A plate of cookies convinced Mike McKnight that he wanted to be a Ridgefield cop.

“My mom would always make a huge platter of cookies on Christmas,” he said. “We would do it every single year — drop ’em off [at the police station], go to church, go home, and then we could open the presents.”

The officers on duty sometimes showed the kids around the station, including the jail cells.

“I don’t know why that interested me,” McKnight said, with a chuckle.

When he graduates from the police academy in about six months, McKnight will be the department’s sixth Ridgefield native to join the force. He has his sights set on one day working with kids in the community, perhaps as a school resource officer.

“I’d definitely love to interact with kids somehow,” he said, adding that he’d like to “guide kids in the right direction.”

McKnight, a 2009 graduate of Ridgefield High School, received his bachelor’s degree in criminal justice from Springfield (Mass.) College. He’s heading back to school this week to attend basic training at the state’s police academy in Meriden.

“We do swearings-in, then they go through training,” explained Ridgefield Police Capt. Jeff Kreitz. “In Connecticut you have to be sworn-in with an agency to attend the police academy.”

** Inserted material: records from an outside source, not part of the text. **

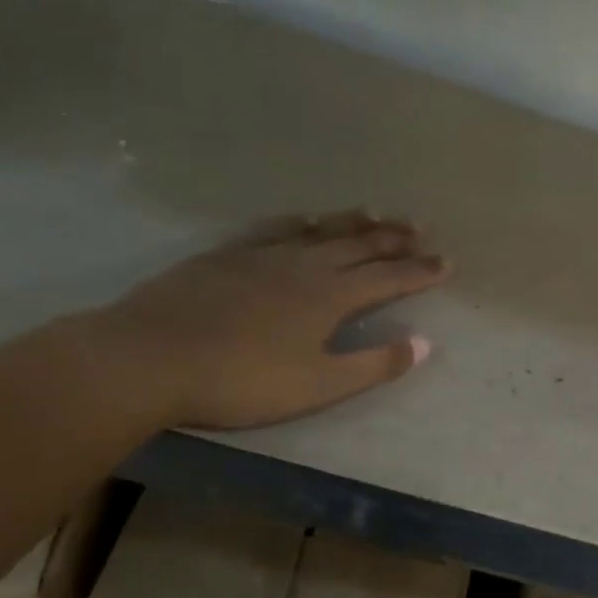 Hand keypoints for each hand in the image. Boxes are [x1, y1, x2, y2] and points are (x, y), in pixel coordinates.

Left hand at [85, 211, 449, 429]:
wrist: (151, 357)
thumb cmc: (243, 380)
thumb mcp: (319, 385)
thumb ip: (373, 364)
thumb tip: (424, 344)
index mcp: (329, 297)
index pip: (388, 278)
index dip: (419, 271)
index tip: (446, 262)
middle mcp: (303, 266)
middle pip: (358, 245)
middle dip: (394, 238)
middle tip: (421, 228)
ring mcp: (261, 256)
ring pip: (319, 231)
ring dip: (352, 222)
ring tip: (376, 212)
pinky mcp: (225, 256)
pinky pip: (274, 229)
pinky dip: (299, 222)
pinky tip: (303, 219) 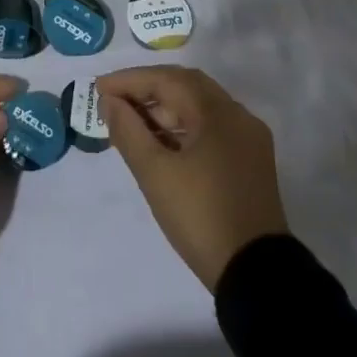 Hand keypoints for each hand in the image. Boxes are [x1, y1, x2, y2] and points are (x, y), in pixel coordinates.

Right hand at [96, 66, 289, 290]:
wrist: (257, 277)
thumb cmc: (201, 217)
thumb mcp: (155, 174)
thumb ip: (128, 131)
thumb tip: (110, 102)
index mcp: (219, 112)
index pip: (167, 80)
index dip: (130, 81)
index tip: (99, 89)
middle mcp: (238, 117)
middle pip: (187, 87)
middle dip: (148, 90)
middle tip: (115, 101)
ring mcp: (248, 140)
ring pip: (200, 108)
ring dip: (165, 109)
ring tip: (131, 123)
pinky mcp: (251, 163)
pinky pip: (211, 129)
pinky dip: (183, 128)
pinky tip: (160, 144) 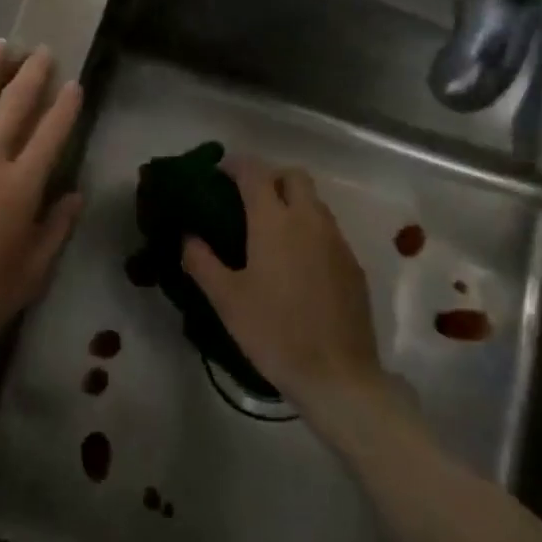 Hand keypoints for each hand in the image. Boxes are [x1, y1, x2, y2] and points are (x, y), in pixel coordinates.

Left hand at [0, 40, 83, 390]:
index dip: (66, 104)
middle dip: (31, 72)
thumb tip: (74, 194)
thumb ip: (55, 230)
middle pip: (13, 102)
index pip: (52, 132)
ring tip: (0, 47)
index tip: (73, 83)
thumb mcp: (29, 276)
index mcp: (20, 188)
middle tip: (40, 51)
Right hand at [182, 155, 391, 433]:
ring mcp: (336, 241)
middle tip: (247, 202)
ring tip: (269, 234)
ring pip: (314, 203)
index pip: (255, 171)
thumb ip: (201, 261)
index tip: (218, 175)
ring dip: (291, 204)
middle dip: (269, 178)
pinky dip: (309, 231)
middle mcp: (309, 220)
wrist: (338, 375)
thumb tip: (188, 236)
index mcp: (274, 221)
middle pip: (293, 176)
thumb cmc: (274, 332)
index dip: (234, 165)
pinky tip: (296, 265)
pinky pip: (328, 231)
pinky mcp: (353, 265)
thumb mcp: (226, 300) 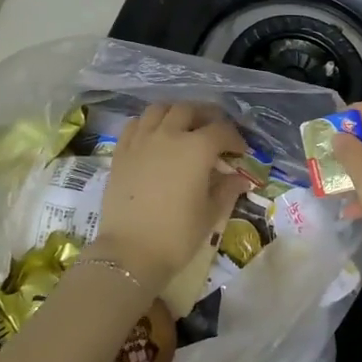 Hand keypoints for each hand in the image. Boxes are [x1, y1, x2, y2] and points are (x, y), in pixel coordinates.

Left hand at [97, 103, 246, 294]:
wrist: (130, 252)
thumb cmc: (177, 235)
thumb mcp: (210, 214)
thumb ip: (227, 190)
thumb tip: (240, 179)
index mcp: (197, 148)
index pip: (222, 130)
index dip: (235, 138)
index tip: (240, 151)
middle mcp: (169, 135)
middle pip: (189, 110)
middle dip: (206, 116)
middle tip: (214, 131)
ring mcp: (141, 140)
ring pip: (159, 109)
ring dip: (175, 113)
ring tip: (183, 127)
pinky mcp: (121, 151)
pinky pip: (135, 124)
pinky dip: (148, 123)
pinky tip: (154, 136) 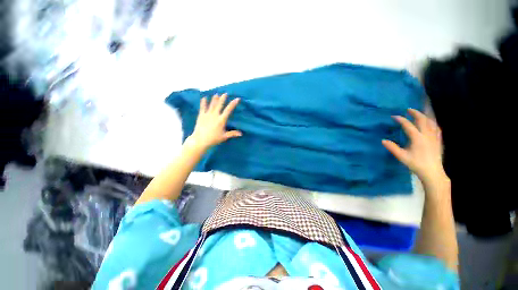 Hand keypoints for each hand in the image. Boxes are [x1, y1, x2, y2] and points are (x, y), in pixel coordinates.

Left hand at [188, 94, 241, 149]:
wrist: (200, 140)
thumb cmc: (213, 139)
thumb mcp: (224, 137)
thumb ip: (232, 134)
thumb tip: (241, 133)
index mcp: (221, 120)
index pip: (228, 110)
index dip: (233, 104)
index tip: (237, 99)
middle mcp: (215, 115)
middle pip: (219, 104)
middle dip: (223, 98)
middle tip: (225, 93)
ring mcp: (207, 114)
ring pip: (212, 104)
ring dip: (214, 99)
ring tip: (217, 94)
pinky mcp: (201, 115)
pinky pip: (202, 107)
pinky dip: (203, 102)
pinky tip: (204, 98)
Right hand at [382, 108, 448, 188]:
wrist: (432, 172)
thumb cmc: (416, 164)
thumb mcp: (402, 156)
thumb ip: (392, 148)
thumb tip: (383, 140)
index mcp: (417, 138)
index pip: (408, 125)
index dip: (401, 119)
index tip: (394, 116)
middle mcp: (427, 135)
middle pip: (422, 120)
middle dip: (415, 113)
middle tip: (409, 109)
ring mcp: (434, 137)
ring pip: (431, 122)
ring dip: (425, 116)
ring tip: (420, 113)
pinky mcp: (438, 140)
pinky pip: (436, 128)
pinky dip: (433, 123)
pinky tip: (431, 123) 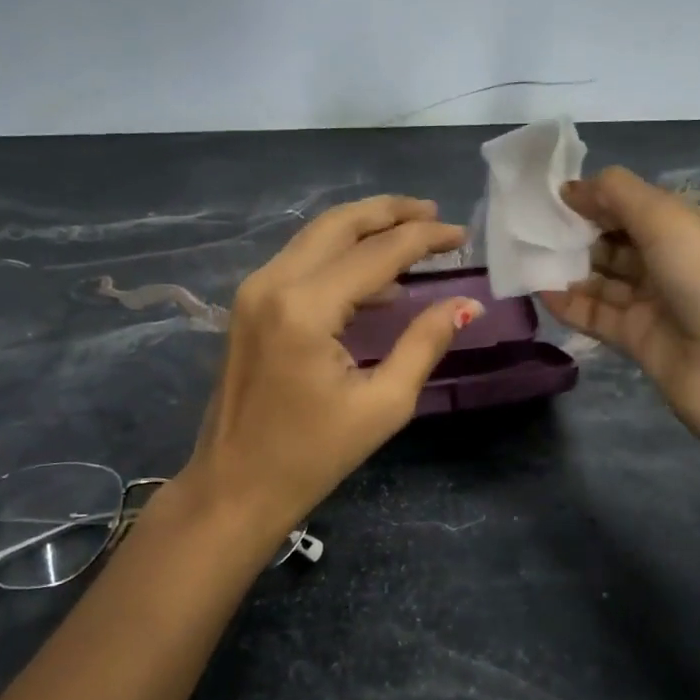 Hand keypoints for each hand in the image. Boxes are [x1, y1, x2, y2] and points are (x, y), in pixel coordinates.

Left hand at [178, 195, 483, 560]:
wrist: (234, 488)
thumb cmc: (312, 456)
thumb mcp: (384, 404)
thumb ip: (425, 343)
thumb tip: (465, 303)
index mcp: (306, 308)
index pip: (378, 252)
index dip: (425, 238)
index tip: (462, 234)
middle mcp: (274, 282)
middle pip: (340, 223)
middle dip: (391, 211)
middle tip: (435, 214)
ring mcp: (254, 290)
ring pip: (317, 235)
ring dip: (365, 227)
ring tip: (413, 233)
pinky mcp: (249, 303)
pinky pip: (301, 260)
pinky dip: (340, 253)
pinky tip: (375, 274)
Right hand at [539, 167, 699, 440]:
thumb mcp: (666, 219)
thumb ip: (617, 195)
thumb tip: (572, 187)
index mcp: (690, 228)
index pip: (636, 206)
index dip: (598, 199)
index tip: (555, 197)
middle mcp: (672, 262)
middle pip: (616, 241)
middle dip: (578, 233)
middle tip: (536, 228)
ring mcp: (654, 302)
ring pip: (603, 279)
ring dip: (569, 268)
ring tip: (530, 257)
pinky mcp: (636, 337)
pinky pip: (596, 315)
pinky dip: (569, 304)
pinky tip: (540, 291) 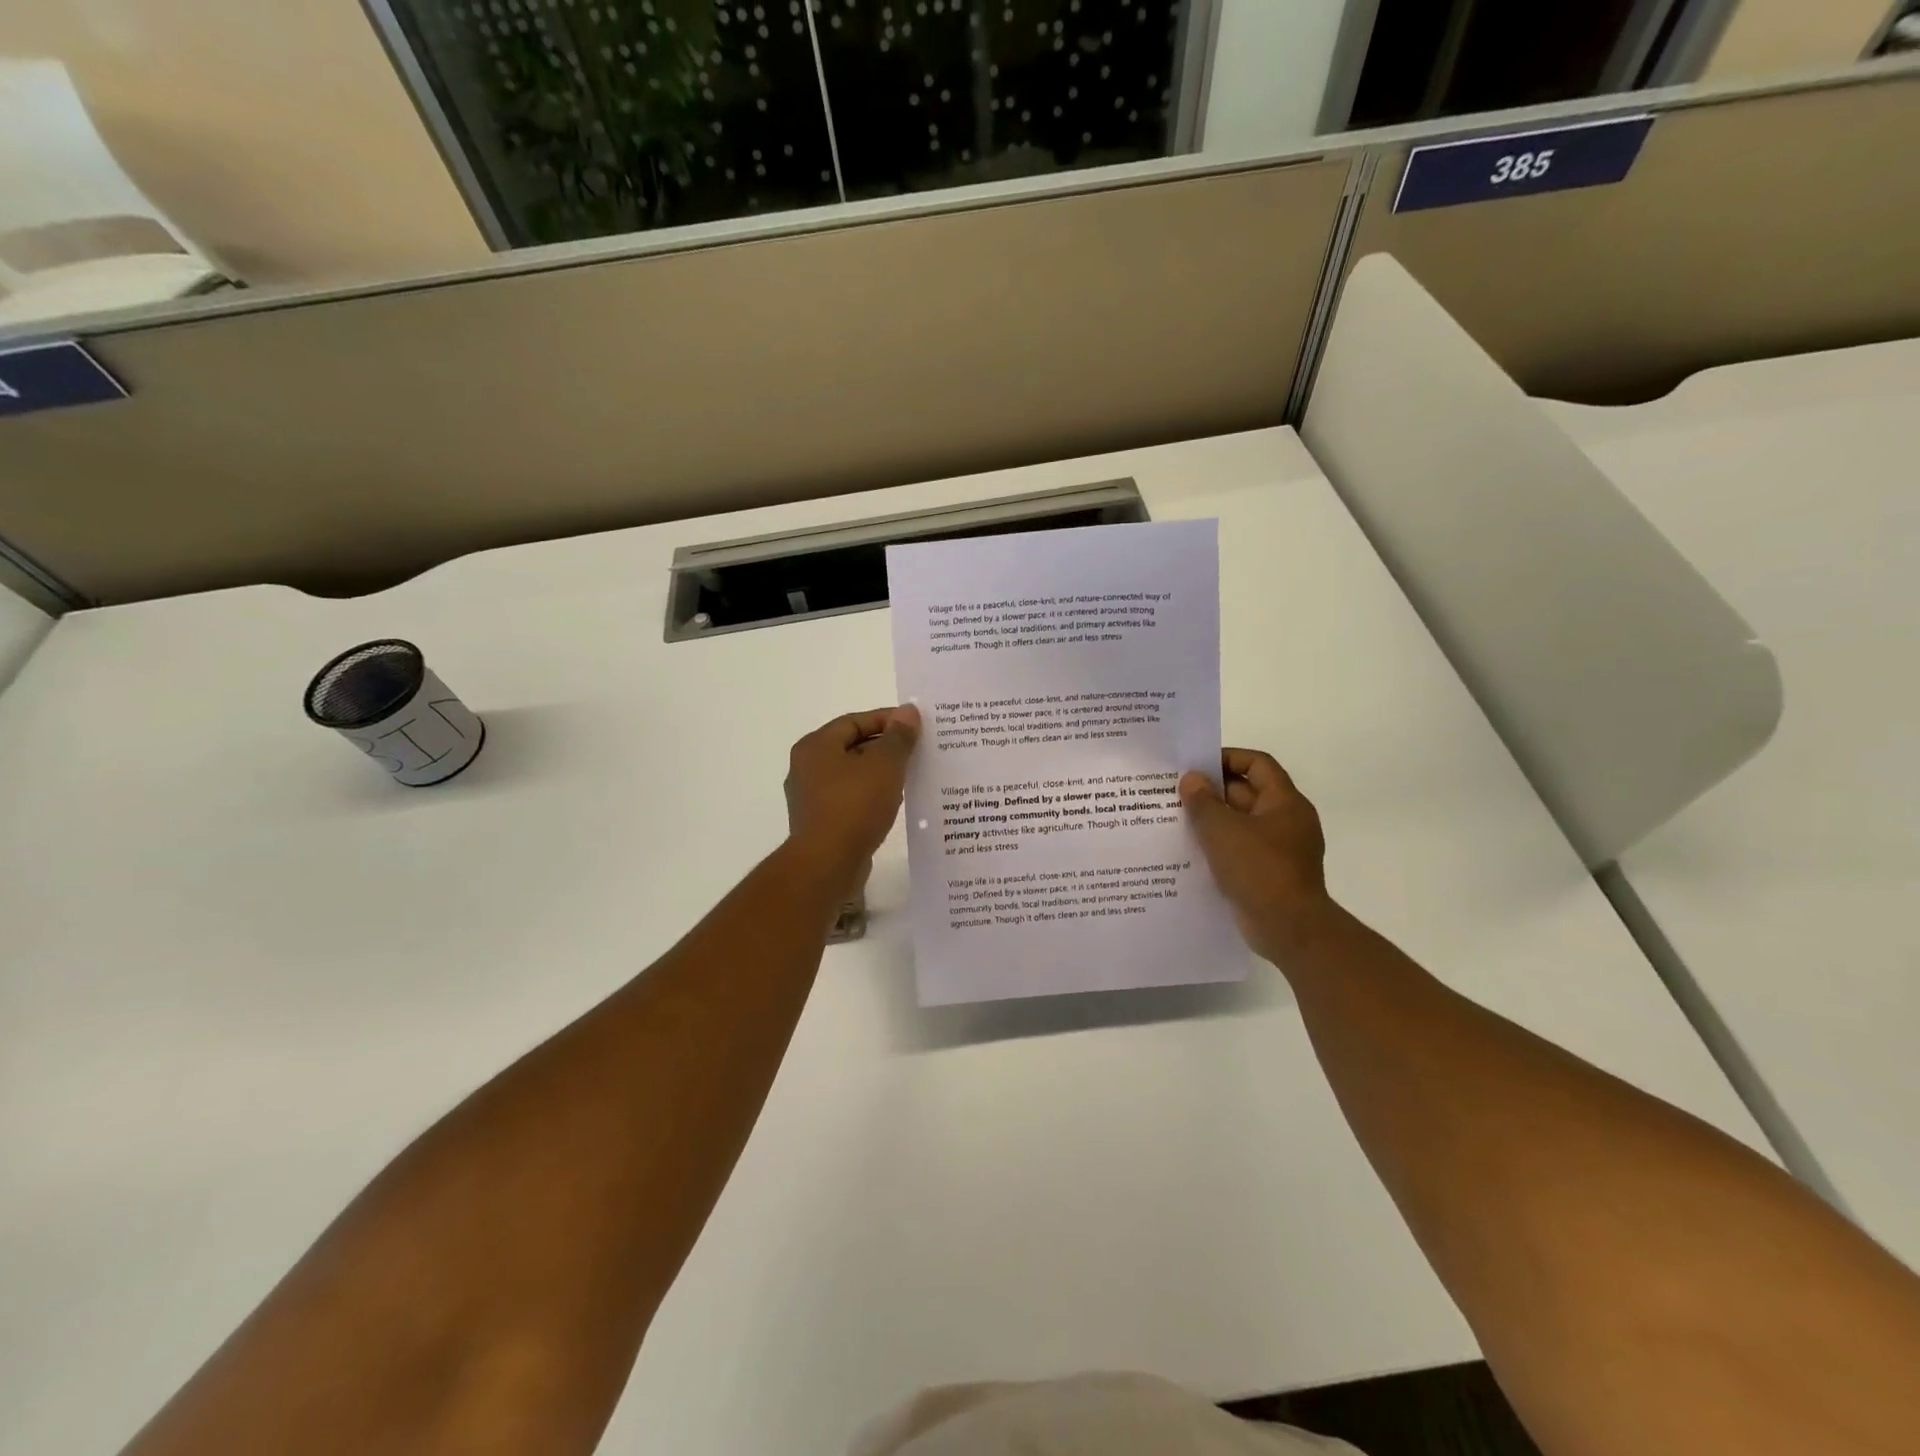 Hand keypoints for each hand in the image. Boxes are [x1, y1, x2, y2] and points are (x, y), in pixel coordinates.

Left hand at [784, 705, 920, 875]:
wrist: (827, 864)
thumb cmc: (854, 806)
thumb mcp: (884, 765)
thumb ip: (898, 736)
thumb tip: (908, 711)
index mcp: (816, 746)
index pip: (855, 721)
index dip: (887, 720)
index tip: (916, 725)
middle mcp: (807, 767)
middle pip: (852, 746)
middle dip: (886, 747)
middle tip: (918, 750)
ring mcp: (811, 797)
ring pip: (853, 775)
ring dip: (881, 773)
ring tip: (912, 775)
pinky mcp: (821, 823)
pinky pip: (851, 799)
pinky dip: (872, 796)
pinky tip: (895, 803)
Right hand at [1180, 749, 1333, 962]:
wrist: (1289, 929)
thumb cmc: (1259, 869)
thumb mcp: (1222, 830)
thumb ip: (1203, 801)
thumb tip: (1192, 779)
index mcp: (1284, 802)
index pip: (1257, 764)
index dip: (1227, 758)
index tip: (1195, 765)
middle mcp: (1286, 821)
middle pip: (1247, 793)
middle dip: (1213, 791)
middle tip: (1176, 792)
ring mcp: (1279, 850)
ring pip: (1241, 824)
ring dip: (1212, 820)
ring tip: (1176, 819)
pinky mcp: (1269, 874)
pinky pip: (1240, 850)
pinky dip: (1218, 847)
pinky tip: (1190, 851) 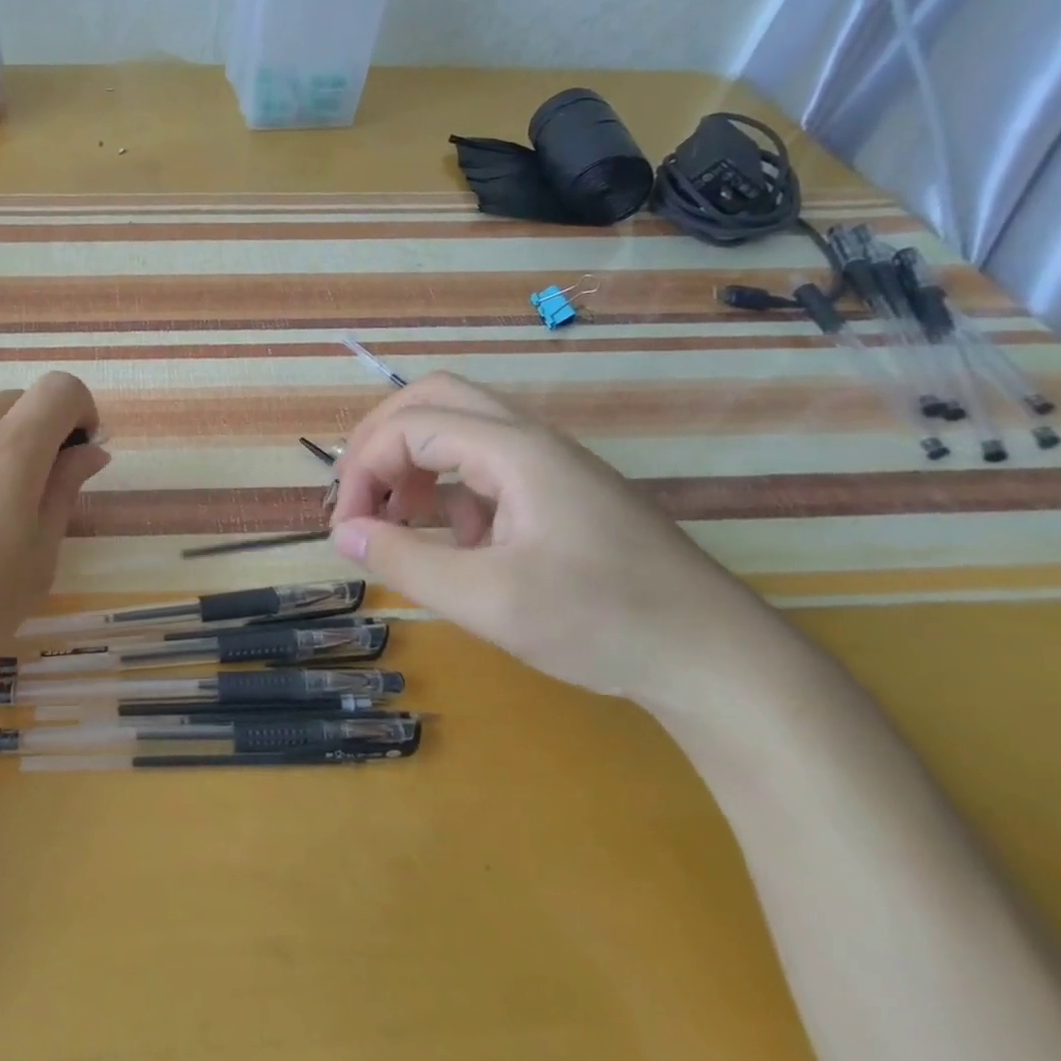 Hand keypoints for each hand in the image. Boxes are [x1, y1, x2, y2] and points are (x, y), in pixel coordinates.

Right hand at [329, 372, 789, 709]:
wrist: (717, 660)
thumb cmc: (601, 623)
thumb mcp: (487, 600)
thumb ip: (404, 561)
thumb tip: (343, 534)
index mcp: (515, 451)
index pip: (410, 426)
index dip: (362, 469)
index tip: (346, 530)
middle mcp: (530, 441)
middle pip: (433, 400)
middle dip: (381, 442)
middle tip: (360, 496)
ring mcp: (549, 466)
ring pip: (458, 429)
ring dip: (412, 463)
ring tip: (395, 520)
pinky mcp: (559, 494)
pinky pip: (484, 466)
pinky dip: (448, 490)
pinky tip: (453, 542)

After he graduates sometime in mid-December, McKnight will also have to complete a 400-hour course with the Ridgefield police before he sets out on a one-man patrol.

One of the town’s own

McKnight’s roots go deep in the community.

His father recently retired from the town highway department, and his mother still works for the Parks and Recreation department. For the past five years, McKnight has served the town as a volunteer firefighter. He also worked part-time for the parks department while home from college over the summer.

“I think they’re more excited than I am,” McKnight said about telling his family that he’d been hired as a cop. “All three of my brothers, they’re very supportive. My girlfriend’s right there with me the whole time, she’s got my back and she’s excited.”

He was one of the firefighters who tossed chocolate gelt to kids from the bucket of a firetruck during a town Hanukah celebration in December.

“It was a chilly night, that was for sure,” he said.

He said he thinks having worked as a volunteer firefighter gives him a better sense of the length and breadth of the town — that, and the roughly year-and-half he spent delivering pizzas.

“You definitely find different parts of town that you usually don’t see too often,” McKnight said.

“I think it is good to have people from town,” said Maj. Steven Brown. “Especially having been a volunteer firefighter, too … I think it gives the officer a sense of community and ownership, too, in helping to solve problems.”

Brown said that a majority of the calls McKnight will face on the job “are ones you would not often read about in The Ridgefield Press.”

“The vast majority of calls are not even leading to arrest, but they’re dealing with quality of life issues; so traffic and speed, noise complaints, domestic violence — that may not even have gotten to the point of arrest, but our officers are asked to mediate,” Brown said.

For his part, McKnight said he’s excited for the first day he steps onto the street in his new uniform.

“They’re a great group of guys,” McKnight said about his future squadmates. “Obviously they do so much for the town. Even on-duty, off-duty — it’s just something that I’m really looking forward to be a part of, and stay in Ridgefield. Been here my whole life.”